- _Assignment_: Make an exact copy of all the records that follow, apart from the pictures.

Top of Task material

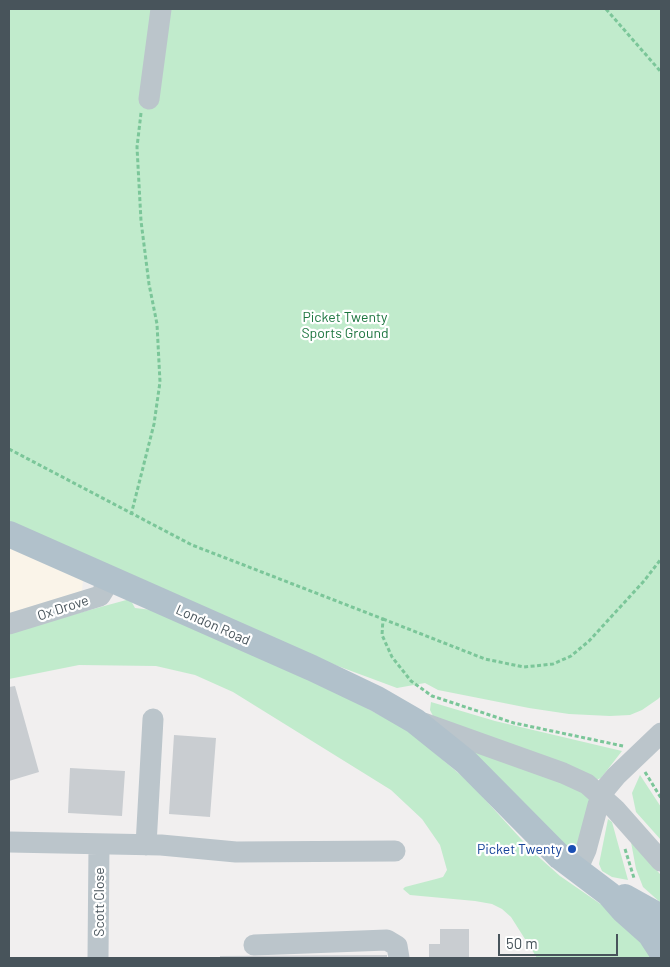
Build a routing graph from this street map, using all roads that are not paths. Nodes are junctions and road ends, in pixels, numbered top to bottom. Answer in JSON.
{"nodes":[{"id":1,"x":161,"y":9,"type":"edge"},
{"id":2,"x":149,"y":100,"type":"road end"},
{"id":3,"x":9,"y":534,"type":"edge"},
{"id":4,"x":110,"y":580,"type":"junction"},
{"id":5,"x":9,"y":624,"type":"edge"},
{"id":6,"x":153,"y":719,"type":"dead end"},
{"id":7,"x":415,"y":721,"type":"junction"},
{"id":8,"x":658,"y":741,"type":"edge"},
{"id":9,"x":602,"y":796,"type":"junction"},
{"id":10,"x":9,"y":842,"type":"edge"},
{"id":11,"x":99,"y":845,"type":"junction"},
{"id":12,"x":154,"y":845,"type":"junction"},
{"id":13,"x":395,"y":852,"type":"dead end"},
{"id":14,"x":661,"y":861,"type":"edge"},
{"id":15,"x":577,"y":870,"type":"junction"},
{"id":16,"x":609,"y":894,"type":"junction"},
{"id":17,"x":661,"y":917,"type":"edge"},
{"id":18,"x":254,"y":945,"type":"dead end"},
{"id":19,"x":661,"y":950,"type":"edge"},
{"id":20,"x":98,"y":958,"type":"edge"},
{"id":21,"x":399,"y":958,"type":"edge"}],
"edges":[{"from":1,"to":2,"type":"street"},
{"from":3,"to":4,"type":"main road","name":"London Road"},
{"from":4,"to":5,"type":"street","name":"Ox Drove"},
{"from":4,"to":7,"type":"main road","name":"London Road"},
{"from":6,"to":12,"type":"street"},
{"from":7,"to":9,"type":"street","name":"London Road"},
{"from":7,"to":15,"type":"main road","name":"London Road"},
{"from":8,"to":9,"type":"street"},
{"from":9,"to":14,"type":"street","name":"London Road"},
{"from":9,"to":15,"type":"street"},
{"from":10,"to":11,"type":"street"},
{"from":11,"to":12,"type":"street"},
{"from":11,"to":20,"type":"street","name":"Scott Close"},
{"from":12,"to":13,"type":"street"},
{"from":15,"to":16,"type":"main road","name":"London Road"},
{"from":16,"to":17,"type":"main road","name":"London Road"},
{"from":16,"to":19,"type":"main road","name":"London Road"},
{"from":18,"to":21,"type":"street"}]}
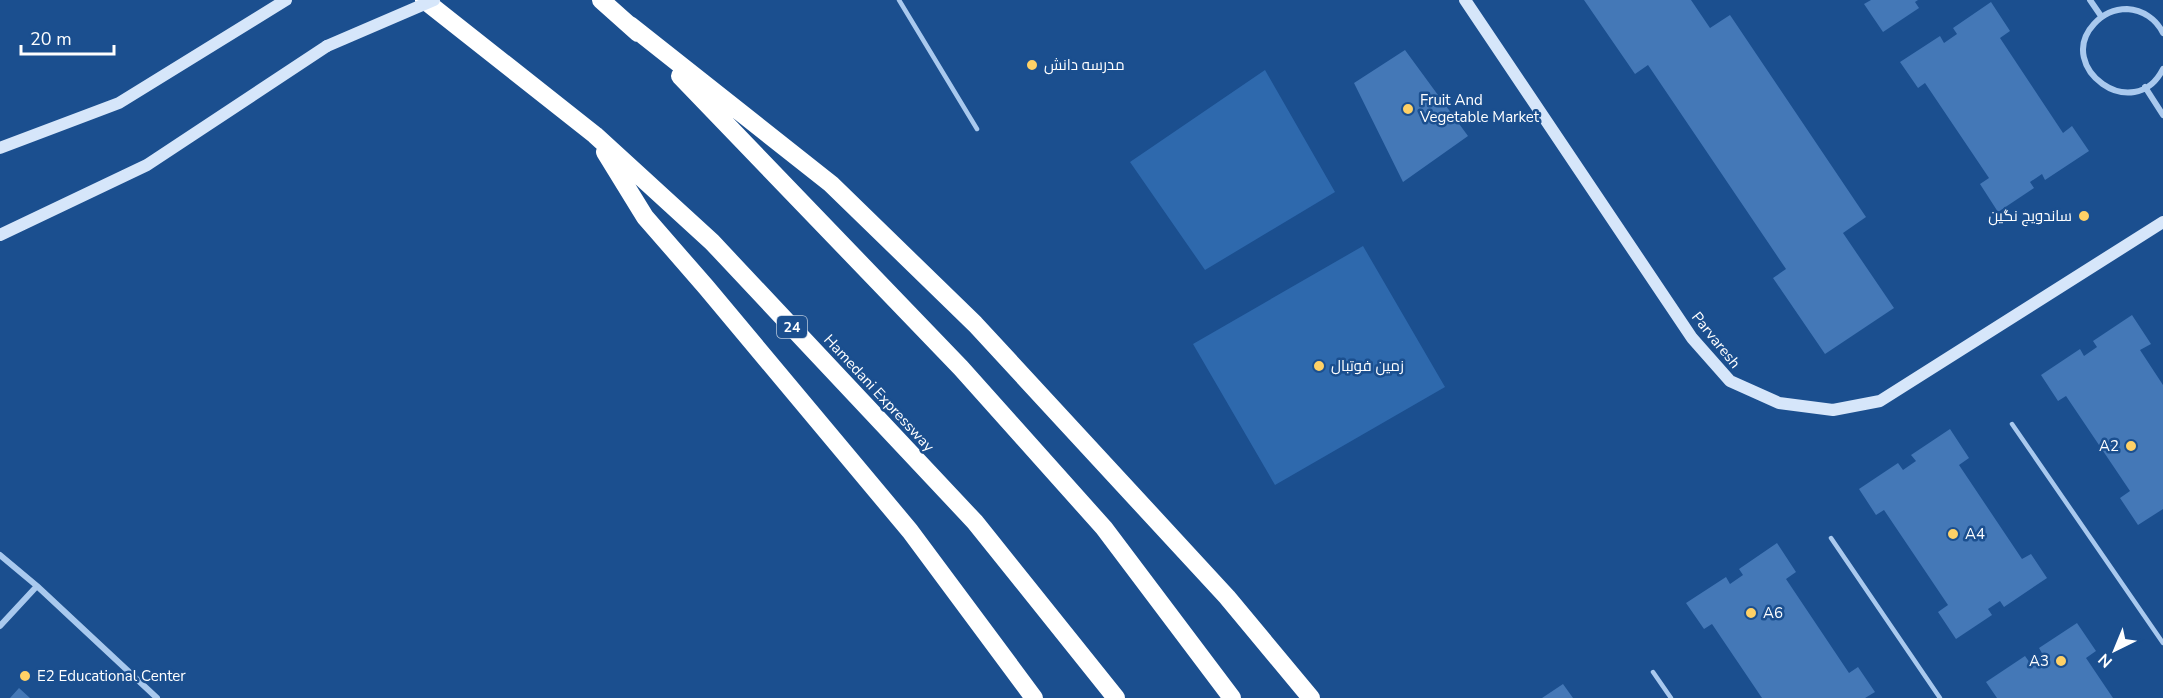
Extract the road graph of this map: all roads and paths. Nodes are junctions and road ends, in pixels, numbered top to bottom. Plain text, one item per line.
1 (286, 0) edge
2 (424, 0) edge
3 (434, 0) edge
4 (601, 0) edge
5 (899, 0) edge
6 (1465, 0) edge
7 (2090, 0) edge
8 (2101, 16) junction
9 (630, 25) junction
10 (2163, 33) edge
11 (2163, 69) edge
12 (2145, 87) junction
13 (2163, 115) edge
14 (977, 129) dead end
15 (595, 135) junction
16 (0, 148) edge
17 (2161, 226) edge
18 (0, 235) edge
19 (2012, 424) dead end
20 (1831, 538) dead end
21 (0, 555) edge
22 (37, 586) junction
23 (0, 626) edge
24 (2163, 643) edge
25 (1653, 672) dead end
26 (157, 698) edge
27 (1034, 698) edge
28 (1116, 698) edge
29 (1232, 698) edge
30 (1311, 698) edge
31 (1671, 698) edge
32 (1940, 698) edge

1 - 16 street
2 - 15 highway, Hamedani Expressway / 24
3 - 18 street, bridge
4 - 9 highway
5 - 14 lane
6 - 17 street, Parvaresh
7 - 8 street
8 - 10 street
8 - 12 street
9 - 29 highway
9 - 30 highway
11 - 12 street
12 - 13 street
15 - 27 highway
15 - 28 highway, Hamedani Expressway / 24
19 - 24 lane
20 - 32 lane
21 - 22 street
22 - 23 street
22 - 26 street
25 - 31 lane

Bottom of Task material

- _Task result_:
Build a routing graph from this street map, using all roads that are not paths. Nodes are junctions and road ends, in pixels, numbered top to bottom. Answer in JSON.
{"nodes":[{"id":1,"x":161,"y":9,"type":"edge"},
{"id":2,"x":149,"y":100,"type":"road end"},
{"id":3,"x":9,"y":534,"type":"edge"},
{"id":4,"x":110,"y":580,"type":"junction"},
{"id":5,"x":9,"y":624,"type":"edge"},
{"id":6,"x":153,"y":719,"type":"dead end"},
{"id":7,"x":415,"y":721,"type":"junction"},
{"id":8,"x":658,"y":741,"type":"edge"},
{"id":9,"x":602,"y":796,"type":"junction"},
{"id":10,"x":9,"y":842,"type":"edge"},
{"id":11,"x":99,"y":845,"type":"junction"},
{"id":12,"x":154,"y":845,"type":"junction"},
{"id":13,"x":395,"y":852,"type":"dead end"},
{"id":14,"x":661,"y":861,"type":"edge"},
{"id":15,"x":577,"y":870,"type":"junction"},
{"id":16,"x":609,"y":894,"type":"junction"},
{"id":17,"x":661,"y":917,"type":"edge"},
{"id":18,"x":254,"y":945,"type":"dead end"},
{"id":19,"x":661,"y":950,"type":"edge"},
{"id":20,"x":98,"y":958,"type":"edge"},
{"id":21,"x":399,"y":958,"type":"edge"}],
"edges":[{"from":1,"to":2,"type":"street"},
{"from":3,"to":4,"type":"main road","name":"London Road"},
{"from":4,"to":5,"type":"street","name":"Ox Drove"},
{"from":4,"to":7,"type":"main road","name":"London Road"},
{"from":6,"to":12,"type":"street"},
{"from":7,"to":9,"type":"street","name":"London Road"},
{"from":7,"to":15,"type":"main road","name":"London Road"},
{"from":8,"to":9,"type":"street"},
{"from":9,"to":14,"type":"street","name":"London Road"},
{"from":9,"to":15,"type":"street"},
{"from":10,"to":11,"type":"street"},
{"from":11,"to":12,"type":"street"},
{"from":11,"to":20,"type":"street","name":"Scott Close"},
{"from":12,"to":13,"type":"street"},
{"from":15,"to":16,"type":"main road","name":"London Road"},
{"from":16,"to":17,"type":"main road","name":"London Road"},
{"from":16,"to":19,"type":"main road","name":"London Road"},
{"from":18,"to":21,"type":"street"}]}
Extract the road graph of this map: all roads and paths. Nodes are junctions and road ends, in pixels, numbered top to bottom. Plain text, one item per line.
1 (286, 0) edge
2 (424, 0) edge
3 (434, 0) edge
4 (601, 0) edge
5 (899, 0) edge
6 (1465, 0) edge
7 (2090, 0) edge
8 (2101, 16) junction
9 (630, 25) junction
10 (2163, 33) edge
11 (2163, 69) edge
12 (2145, 87) junction
13 (2163, 115) edge
14 (977, 129) dead end
15 (595, 135) junction
16 (0, 148) edge
17 (2161, 226) edge
18 (0, 235) edge
19 (2012, 424) dead end
20 (1831, 538) dead end
21 (0, 555) edge
22 (37, 586) junction
23 (0, 626) edge
24 (2163, 643) edge
25 (1653, 672) dead end
26 (157, 698) edge
27 (1034, 698) edge
28 (1116, 698) edge
29 (1232, 698) edge
30 (1311, 698) edge
31 (1671, 698) edge
32 (1940, 698) edge

1 - 16 street
2 - 15 highway, Hamedani Expressway / 24
3 - 18 street, bridge
4 - 9 highway
5 - 14 lane
6 - 17 street, Parvaresh
7 - 8 street
8 - 10 street
8 - 12 street
9 - 29 highway
9 - 30 highway
11 - 12 street
12 - 13 street
15 - 27 highway
15 - 28 highway, Hamedani Expressway / 24
19 - 24 lane
20 - 32 lane
21 - 22 street
22 - 23 street
22 - 26 street
25 - 31 lane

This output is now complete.